Depressants are also known as tranquilizers. These drugs calm nerves and relax the muscles
in the body through their effects on the central nervous system. Depressants are commonly
referred to has "downers", "goofballs", "barbs", "blue devils",
"yellow jackets", and "ludes", the most common name being "downers". Most of
these drugs are introduced into the body by swallowing.
The most commonly known depressant drug is alcohol. Alcohol is legal and socially acceptable in the United States. However, alcohol kills five times more people in the USA than all other drugs combined. Alcohol is commonly abused by our youth and seems to be more deadly amongst the youth of our nation than any other age group.
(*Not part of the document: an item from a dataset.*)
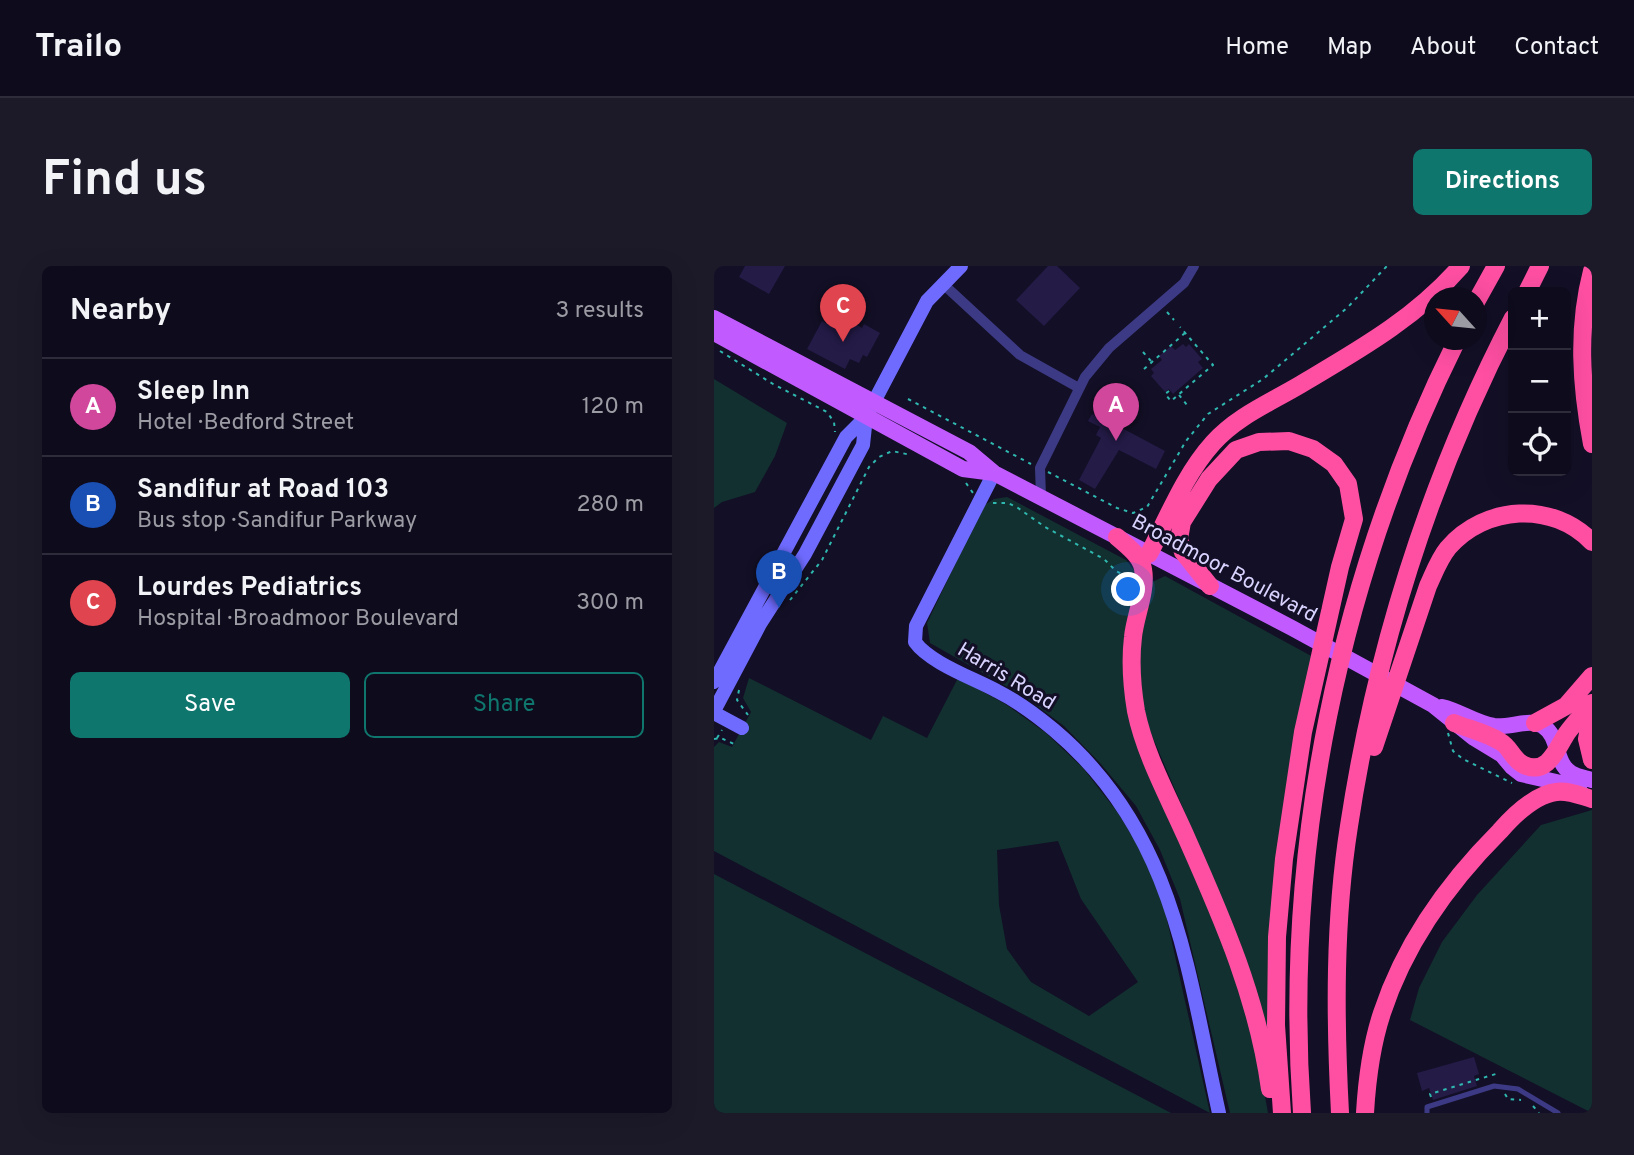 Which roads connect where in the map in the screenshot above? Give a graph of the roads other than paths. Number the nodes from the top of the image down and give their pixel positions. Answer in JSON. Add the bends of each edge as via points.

Other forms of depressants are prescription drugs which are in use by our medical society today. As previously mentioned above, GHB also falls into this category as a depressant. Another drug is rohypnol, which is a commonly abused club drug. Both GHB and rohypnol are most commonly associated with date rape. These drugs are known to have been responsible for causing victims to fall into a state of sedation to the point to where they become victims of sexual assaults, without the ability to refuse the attack.
Depressants can be swallowed as a pill or consumed as a liquid. Once introduced into the body, their effects immediately suppress the central nervous system, causing anxious people to calm anxiety and promote a state of sleep. Over time, users will develop a tolerance towards the drug, and their body will require larger amounts of the drug to create the same affect. As a result, when the amount of drug increases in the body, so does the threat of death. Large amounts of depressant drugs can lead to coma and death. When one tries to withdraw from chronic use of the drug, the symptoms can be quite uncomfortable. Chronic users trying to withdraw may experience restlessness, insomnia, and anxiety, which could also lead up to convulsions and death. It is strongly recommended that chronic users seek professional assistance in quitting these drugs.